At Homewood Cemetery, a Pittsburgh man in his 80s recently purchased a 12-by-12-foot private room for his late wife inside one of the community mausoleums; today, it would list for $75,000. The buyer, whom the cemetery didn’t name, then commissioned an interior-design firm to fully remodel the space, adding $25,000 to the price tag. The redesign includes a bronze chandelier to match the Art Deco-style window, several pieces of furniture and area rugs to make the space feel cozy, said designer G. Thomas Catalucci of the Guiding Light. The family also replaced a metal gate outside the room with a velvet rope because “they felt it was a little prisonlike.”
In Buffalo, N.Y., Forest Lawn Cemetery is using a brand name. The owners built an outdoor, multicrypt mausoleum designed by American architecture’s favorite son, Frank Lloyd Wright.

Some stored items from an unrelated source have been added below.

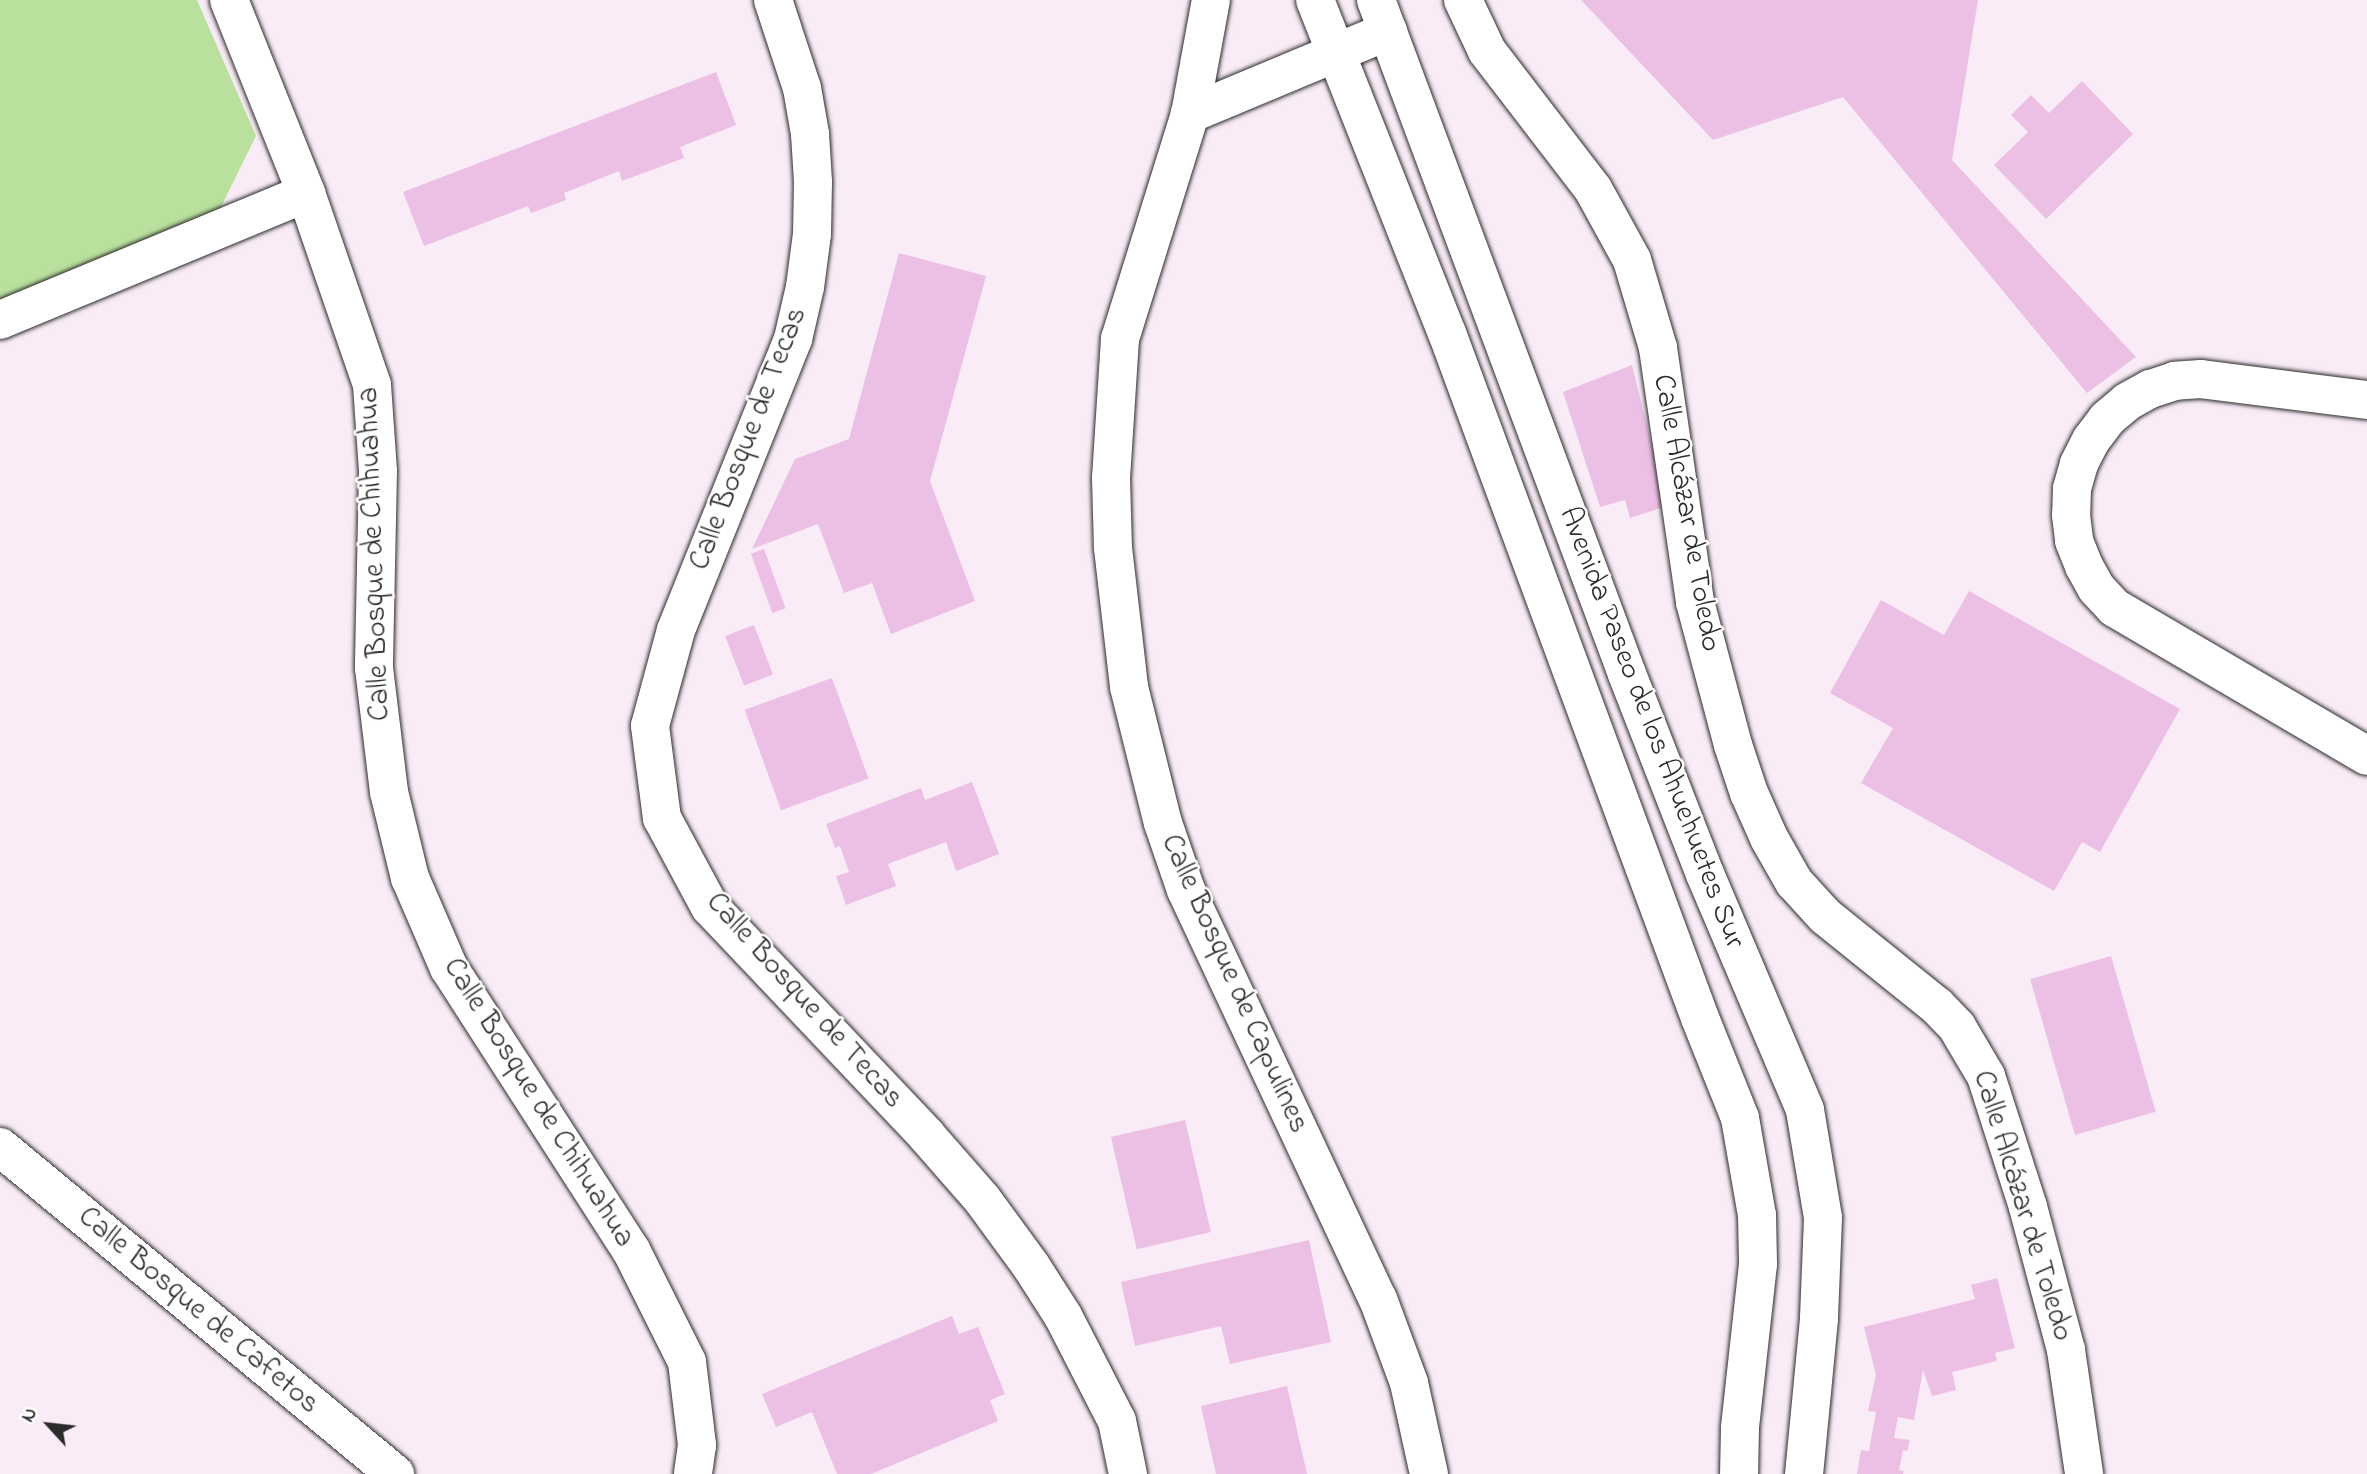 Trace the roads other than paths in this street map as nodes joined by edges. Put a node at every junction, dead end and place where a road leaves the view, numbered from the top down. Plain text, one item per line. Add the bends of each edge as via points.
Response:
1 (229, 0) edge
2 (773, 0) edge
3 (1211, 0) edge
4 (1315, 0) edge
5 (1463, 0) edge
6 (1382, 16) edge
7 (1335, 53) junction
8 (1190, 114) junction
9 (306, 193) junction
10 (0, 320) edge
11 (2367, 400) edge
12 (2367, 756) edge
13 (1705, 874) junction
14 (1655, 896) junction
15 (0, 1147) edge
16 (395, 1474) edge
17 (692, 1474) edge
18 (1128, 1474) edge
19 (1429, 1474) edge
20 (1739, 1474) edge
21 (1804, 1474) edge
22 (2084, 1474) edge

1 - 9 street, Calle Bosque de Chihuahua
2 - 18 street, Calle Bosque de Tecas via 802,88 810,134 812,234 805,287 793,339 676,630 650,726 662,818 710,906 934,1144 1031,1266 1118,1421
3 - 8 street, Calle Bosque de Capulines
4 - 7 street, Avenida Paseo de los Ahuehuetes Sur
5 - 22 street, Calle Alcázar de Toledo via 1487,51 1593,189 1632,260 1658,348 1695,602 1733,746 1769,838 1794,882 1825,916 1957,1027 1986,1076 2028,1207 2066,1350
6 - 7 street
6 - 13 street, Avenida Paseo de los Ahuehuetes Sur
7 - 8 street
7 - 14 street, Avenida Paseo de los Ahuehuetes Sur via 1447,333
8 - 19 street, Calle Bosque de Capulines via 1120,339 1111,492 1119,617 1129,687 1160,812 1186,890 1378,1299 1409,1383
9 - 10 street
9 - 17 street, Calle Bosque de Chihuahua via 372,385 378,471 374,668 389,792 410,878 449,968 631,1250 687,1362 697,1445
11 - 12 street via 2201,379 2150,389 2107,419 2091,440 2072,489 2071,515 2074,541 2084,566 2115,608
13 - 14 street
13 - 21 street, Avenida Paseo de los Ahuehuetes Sur via 1805,1110 1823,1218
14 - 20 street, Avenida Paseo de los Ahuehuetes Sur via 1740,1118 1751,1166 1758,1264
15 - 16 street, Calle Bosque de Cafetos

Called the Blue Sky Mausoleum, the 24-crypt structure was designed for Forest Lawn in 1928, but the family that commissioned the Wright design ran out of money. In 2004, the project was resurrected by the cemetery. The crypts are built into a hill overlooking a bucolic tree-lined landscape. The structure ascends like a staircase to a platform with benches. The mausoleum also includes a quote from Wright on the “noble effect” of an open-sky burial. Crypts range from $75,000 to $500,000 each, and five have already sold, said Joseph Dispenza, the president of Forest Lawn. As in the condo market, he expects that the last few crypts will sell for far more than the current asking price.
At Hollywood Forever in Los Angeles, where Rudolph Valentino, Fay Wray, Cecil B. Demille and other notables are interred, buyers have long challenged the basic conventions of burial. In an area called the Garden of Legends, a swath of waterfront property where graves sites start at $110,000, memorials are as unique as the owners. A bust of punk rocker Johnny Ramone on his guitar sits atop his gravestone. Burial near the Ramones legend is one of the most common requests the cemetery gets, said Noelle Berman, the director of private estates, who said it is a reflection of the changing clientele.
As the boomers get older, industry experts predict that monuments will get even more whimsical, says R. Michael Eddy, president of cemetery products at Matthews International, MATW -0.79% a Pittsburgh-based manufacturer of memorial products.
Even in cemeteries where land is scarce, boomers are making a statement. Mr. Eddy says he has seen monuments of all shapes and colors, ranging from granite roller skates to chiseled flamenco dancers.
He points to rapid changes overseas. In parts of Europe, ultramodern mausoleums resemble art installations, with sculptural elements and statuary. In the Philippines, Mr. Eddy has produced six- and seven-figure mausoleums with air conditioning, kitchenettes—even a hot tub. “Our demand is doubling every year” for private mausoleums, he said, from about 40 orders a year ago to doing “a couple a week,” he said. It’s only a matter of time before more of these ideas reach the U.S. market, he added.
Some already have arrived, noted Ms. Berman of Hollywood Forever, reflecting on some of the cemetery’s unique momento mori, which include a master-closet monument that will be filled with the decedent’s couture collection. “It’s forever,” she said.